Tasting Notes by Matthew Stewart

This is one of the best, most satisfying films based on a poetry collection that I’ve seen. It was made in 2013 in support of a pamphlet (chapbook) of the same title from Happenstance Press. The poems are clearly differentiated, yet blend pretty seamlessly into a whole, with shots of the poet in a vineyard as part of the connective tissue. British poet Matthew Stewart collaborated with Spanish filmmaker José María Fernández de Vega of GLOW production company in Extramadura, where Stewart works in the wine trade. It’s hard to imagine a more poetic vocation! And since the speaker in each poem is a different variety of wine, and they’re all delivered in the poet’s own voice, it’s as if we’re hearing missing metamorphoses out of Ovid.
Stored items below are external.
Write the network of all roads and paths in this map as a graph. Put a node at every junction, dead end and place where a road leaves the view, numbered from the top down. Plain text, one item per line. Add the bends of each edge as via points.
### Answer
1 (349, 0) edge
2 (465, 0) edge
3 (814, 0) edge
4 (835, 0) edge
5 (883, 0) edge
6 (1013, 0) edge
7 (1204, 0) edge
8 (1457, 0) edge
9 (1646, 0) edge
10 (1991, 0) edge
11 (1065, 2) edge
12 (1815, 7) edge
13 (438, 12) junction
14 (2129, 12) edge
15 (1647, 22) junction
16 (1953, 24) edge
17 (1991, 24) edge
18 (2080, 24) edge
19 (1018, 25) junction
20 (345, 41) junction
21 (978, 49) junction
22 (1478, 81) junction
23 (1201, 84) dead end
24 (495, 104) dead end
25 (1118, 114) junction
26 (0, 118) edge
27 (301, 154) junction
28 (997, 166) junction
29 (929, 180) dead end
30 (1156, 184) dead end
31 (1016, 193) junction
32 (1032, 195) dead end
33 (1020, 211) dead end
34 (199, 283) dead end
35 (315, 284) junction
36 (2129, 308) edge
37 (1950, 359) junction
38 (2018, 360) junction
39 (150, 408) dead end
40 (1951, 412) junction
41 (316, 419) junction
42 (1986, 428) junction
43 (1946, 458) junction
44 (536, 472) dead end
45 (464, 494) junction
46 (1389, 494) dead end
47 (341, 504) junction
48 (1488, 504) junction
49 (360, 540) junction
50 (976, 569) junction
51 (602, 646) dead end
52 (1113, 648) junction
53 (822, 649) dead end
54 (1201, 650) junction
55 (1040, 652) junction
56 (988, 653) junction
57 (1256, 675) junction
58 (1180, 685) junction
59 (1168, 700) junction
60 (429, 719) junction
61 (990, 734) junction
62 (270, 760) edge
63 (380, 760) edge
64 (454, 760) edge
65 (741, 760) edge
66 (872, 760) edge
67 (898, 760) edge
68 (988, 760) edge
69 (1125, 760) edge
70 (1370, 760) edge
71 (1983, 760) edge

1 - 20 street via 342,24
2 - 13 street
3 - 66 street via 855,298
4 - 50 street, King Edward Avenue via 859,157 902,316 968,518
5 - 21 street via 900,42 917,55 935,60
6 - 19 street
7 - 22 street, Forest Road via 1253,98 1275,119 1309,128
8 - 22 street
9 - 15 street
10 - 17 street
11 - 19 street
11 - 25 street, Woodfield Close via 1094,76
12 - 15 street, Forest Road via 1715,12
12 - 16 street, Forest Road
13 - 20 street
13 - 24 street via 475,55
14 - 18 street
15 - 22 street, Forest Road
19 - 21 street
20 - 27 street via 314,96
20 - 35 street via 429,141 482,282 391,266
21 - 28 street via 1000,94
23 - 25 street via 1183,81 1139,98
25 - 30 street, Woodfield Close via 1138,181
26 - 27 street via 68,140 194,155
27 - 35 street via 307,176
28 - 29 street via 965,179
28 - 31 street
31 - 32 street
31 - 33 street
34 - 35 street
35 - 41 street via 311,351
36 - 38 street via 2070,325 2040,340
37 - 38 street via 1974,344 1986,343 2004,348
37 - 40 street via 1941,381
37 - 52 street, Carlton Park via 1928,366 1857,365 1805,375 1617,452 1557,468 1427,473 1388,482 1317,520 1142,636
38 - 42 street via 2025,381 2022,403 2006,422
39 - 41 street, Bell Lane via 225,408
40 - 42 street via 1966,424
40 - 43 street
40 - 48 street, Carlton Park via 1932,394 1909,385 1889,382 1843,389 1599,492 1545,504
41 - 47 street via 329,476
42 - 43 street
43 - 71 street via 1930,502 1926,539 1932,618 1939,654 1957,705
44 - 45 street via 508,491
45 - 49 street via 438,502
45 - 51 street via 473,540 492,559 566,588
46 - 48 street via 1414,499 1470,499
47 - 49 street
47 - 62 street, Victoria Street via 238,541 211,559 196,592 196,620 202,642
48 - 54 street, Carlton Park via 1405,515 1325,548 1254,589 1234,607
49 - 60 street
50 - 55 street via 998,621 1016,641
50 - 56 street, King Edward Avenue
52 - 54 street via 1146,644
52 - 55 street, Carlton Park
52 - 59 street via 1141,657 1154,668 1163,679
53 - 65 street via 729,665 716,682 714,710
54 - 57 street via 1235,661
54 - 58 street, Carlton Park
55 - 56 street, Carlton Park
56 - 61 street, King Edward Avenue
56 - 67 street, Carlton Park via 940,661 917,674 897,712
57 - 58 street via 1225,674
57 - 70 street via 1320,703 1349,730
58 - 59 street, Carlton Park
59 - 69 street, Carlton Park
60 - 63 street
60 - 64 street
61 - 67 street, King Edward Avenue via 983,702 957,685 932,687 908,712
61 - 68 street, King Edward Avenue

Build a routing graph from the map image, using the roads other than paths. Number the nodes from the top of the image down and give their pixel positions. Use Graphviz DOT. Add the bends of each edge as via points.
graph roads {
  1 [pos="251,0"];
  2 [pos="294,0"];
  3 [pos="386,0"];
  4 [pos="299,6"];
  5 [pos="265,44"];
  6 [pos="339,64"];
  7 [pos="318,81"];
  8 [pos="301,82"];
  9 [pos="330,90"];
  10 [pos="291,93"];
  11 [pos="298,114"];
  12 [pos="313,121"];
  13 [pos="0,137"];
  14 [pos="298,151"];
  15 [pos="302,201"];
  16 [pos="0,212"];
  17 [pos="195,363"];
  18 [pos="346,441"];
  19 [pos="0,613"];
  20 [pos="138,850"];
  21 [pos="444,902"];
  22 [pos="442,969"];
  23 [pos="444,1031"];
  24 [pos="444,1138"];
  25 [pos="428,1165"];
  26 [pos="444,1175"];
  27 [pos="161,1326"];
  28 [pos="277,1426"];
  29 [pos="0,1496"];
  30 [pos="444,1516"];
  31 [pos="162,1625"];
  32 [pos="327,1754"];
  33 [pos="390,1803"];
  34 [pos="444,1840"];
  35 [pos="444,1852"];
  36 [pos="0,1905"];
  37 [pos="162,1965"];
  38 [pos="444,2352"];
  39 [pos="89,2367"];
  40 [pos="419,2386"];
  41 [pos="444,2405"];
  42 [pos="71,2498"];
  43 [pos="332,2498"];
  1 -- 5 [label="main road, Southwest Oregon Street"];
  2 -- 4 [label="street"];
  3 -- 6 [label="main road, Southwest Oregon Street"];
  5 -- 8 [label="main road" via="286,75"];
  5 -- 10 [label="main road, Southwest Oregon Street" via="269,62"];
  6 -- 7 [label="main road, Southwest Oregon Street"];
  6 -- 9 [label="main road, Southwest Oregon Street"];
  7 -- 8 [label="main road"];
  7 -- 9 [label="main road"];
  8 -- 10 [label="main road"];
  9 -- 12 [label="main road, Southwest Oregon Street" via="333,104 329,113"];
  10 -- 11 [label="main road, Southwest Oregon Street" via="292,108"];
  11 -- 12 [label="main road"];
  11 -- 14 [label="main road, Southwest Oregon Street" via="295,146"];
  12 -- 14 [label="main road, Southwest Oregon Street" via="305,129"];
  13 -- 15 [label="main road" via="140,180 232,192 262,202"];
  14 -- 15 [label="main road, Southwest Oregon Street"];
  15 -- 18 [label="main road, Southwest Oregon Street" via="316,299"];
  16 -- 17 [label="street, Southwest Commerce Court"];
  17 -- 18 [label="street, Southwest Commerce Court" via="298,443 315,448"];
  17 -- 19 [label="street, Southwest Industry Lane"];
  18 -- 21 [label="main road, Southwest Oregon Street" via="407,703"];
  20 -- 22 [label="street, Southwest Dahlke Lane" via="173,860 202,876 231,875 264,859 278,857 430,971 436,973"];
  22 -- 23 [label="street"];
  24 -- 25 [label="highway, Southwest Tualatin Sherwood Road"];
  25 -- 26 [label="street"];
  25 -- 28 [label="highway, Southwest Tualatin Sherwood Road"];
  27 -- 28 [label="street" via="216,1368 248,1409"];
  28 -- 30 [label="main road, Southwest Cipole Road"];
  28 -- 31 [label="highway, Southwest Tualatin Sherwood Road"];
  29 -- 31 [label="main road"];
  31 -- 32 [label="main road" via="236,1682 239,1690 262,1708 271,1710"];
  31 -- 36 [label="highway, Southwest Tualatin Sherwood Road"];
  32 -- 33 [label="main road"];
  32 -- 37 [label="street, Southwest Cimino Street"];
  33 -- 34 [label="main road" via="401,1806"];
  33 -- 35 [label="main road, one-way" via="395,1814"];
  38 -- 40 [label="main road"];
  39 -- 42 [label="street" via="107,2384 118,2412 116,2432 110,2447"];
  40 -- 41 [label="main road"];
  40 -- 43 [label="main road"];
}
A while back I compiled my Top Ten Multi-Poem Films and Videopoems. This would certainly have occupied a prominent position in the list had it been available at the time. Conservative as the choice of images is, they rarely feel overly obvious. And Stewart’s voiceover is well done: readerly, but with excellent cadence and modulation. I’d have preferred somewhat less melodic music by way of contrast, but otherwise there were no false notes for me among these very tasty words and images.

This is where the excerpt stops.